Did you know your competitors have increased their IT spending more than 400 percent during the past three years? I suspect not. This is a staggering number and it speaks to the competitive advantage small and medium sized businesses achieve by continually investing in technology.
Let me define what constitutes a small and medium-sized business. If you’ve ever researched this classification of companies, you probably know every person, every research report, etc., defines this differently. For the purpose of the statistics I am sharing with you in this article, a small business is one with 1 to 300 employees and no internal IT staff. They may have someone who is responsible for IT, so perhaps an entry level IT support person, but not a complete IT team. A medium-sized business is one with 300 to 3,000 employees and has an internal IT team, though perhaps not across all needed disciplines.
Consider that 57 percent of these businesses believe investing in technology is their best investment opportunity for growth. It makes sense. Where else can a business invest dollars and nearly immediately realize quantifiable results that add to the bottom line. Earlier this week, I was listening to testimony from the director of national intelligence to the U.S. Senate. While reviewing the various threats we face as a nation, he discussed the cyber threat. He classified technology as rapidly becoming critical infrastructure across, not just segments like health care and utilities, but the Internet itself and how it traverses every aspect of modern life. A targeted cyber attack could not only interrupt critical infrastructure, it can quickly spread “fake news” and cause chaos. Who wouldn’t want to do all they can to safeguard against this.

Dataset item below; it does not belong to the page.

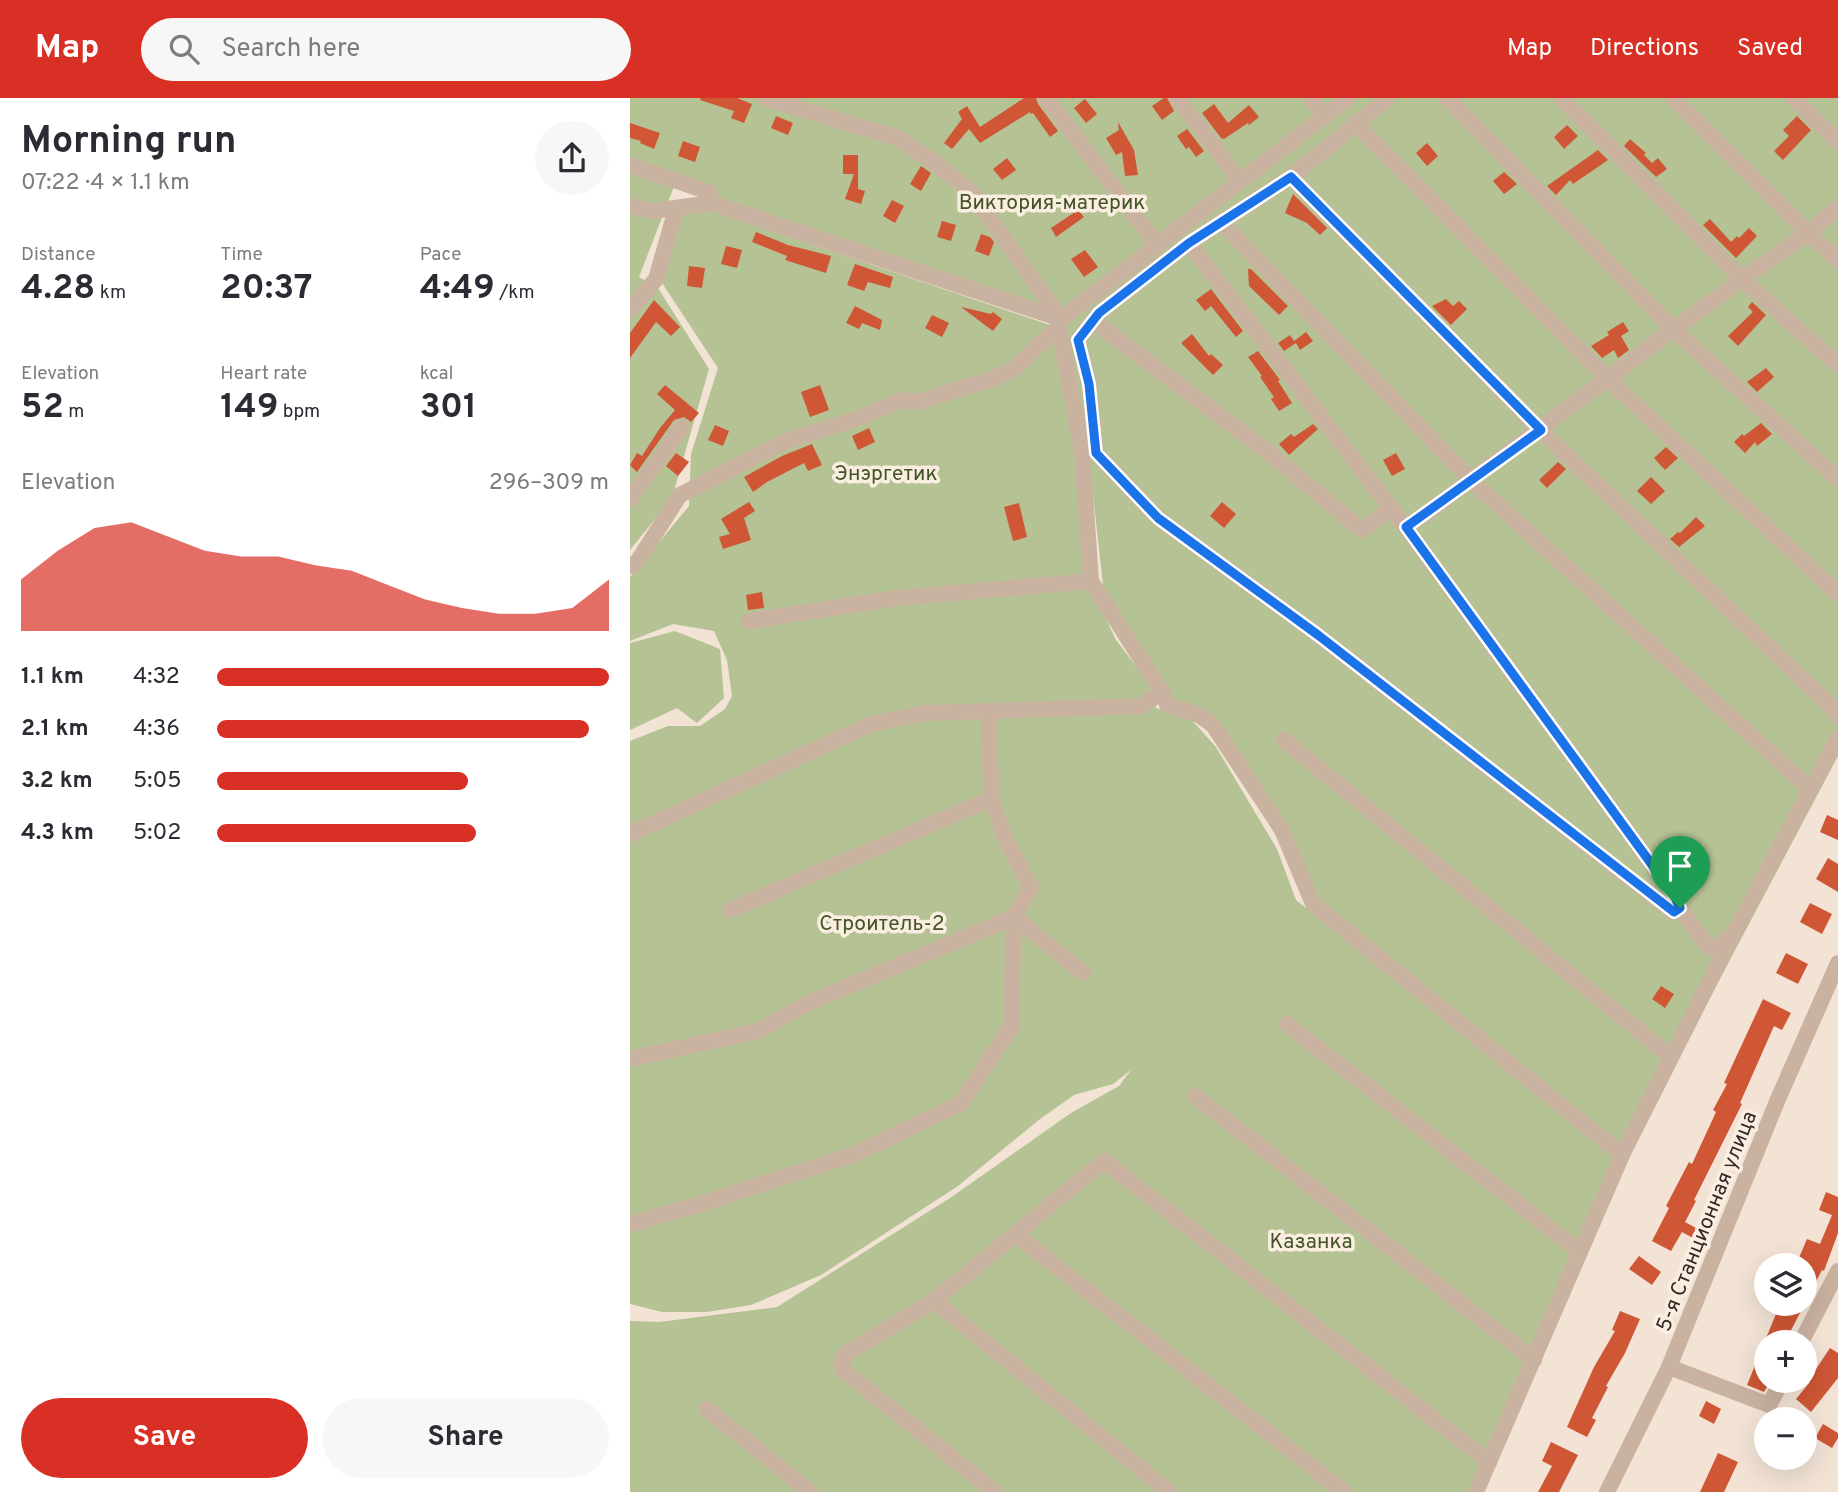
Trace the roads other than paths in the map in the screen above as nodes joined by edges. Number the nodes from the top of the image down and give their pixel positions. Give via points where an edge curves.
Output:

Ten percent of businesses say they are being pushed to invest due to regulatory requirements. My advice is to invest before you are required to. Like most things in business and in life, you don’t want to take action under the gun, you want to be proactive and ahead of the curve. As a business, you do not want to be caught up in reactionary actions as a result of the latest breach, especially if that breach involves your business.
So where should small and medium-sized businesses invest when it comes to technology? Every business should be invested in the basics of server of workstation management. These are things like properly implemented and managed patching to be sure your systems have the most current security and operating system updates; patching of all installed applications that can be managed to ensure you are not exposed due to a flaw in a piece of business software you are using; a comprehensive real-time asset inventory that alerts you to rogue devices connecting to your network and the installation of unapproved software; monitoring and alerting on events that could impact your employees productivity; and proactive management to ensure your system are operating as efficiently as possible. For small businesses, this is almost always done with a trusted IT partner. For medium-sized businesses, some of this is managed by the internal IT team and some by a trusted IT partner, which acts as an escalation and extension of the internal team.
Businesses that truly embrace IT and invest for growth invest in technologies like network management, which encompasses everything from optimizing the network to support user needs, to monitoring the network for threats, intrusions and data leakage, the unauthorized movement of data that could expose the company. Identity and access management is a fast-growing requirement for regulated business and will quickly impact non-regulated businesses. These are things like multi-factor authentication and privileged access, only allowing users access to systems and data that they need to do their jobs.
Cloud management is a growing need for any business that uses the Cloud. Do you have your email with Office 365? Do you have that email backed up? Most people I speak with believe Microsoft is backing up their email. It is not and you need a solution. Don’t be caught as being negligent should you ever find yourself in the situation of needing to produce email conversations from the past. Cost is another issue with the Cloud. Most businesses do not understand how to leverage Cloud solutions from a cost basis. Do you know how to audit your Cloud utilization and optimize it to save cost? I know one business that saved $400,000 in one year by properly optimizing their Cloud systems.
IT is still considered a necessary evil from a cost point of view for too many businesses. Take time to learn how your business can make your best investment for growth through IT.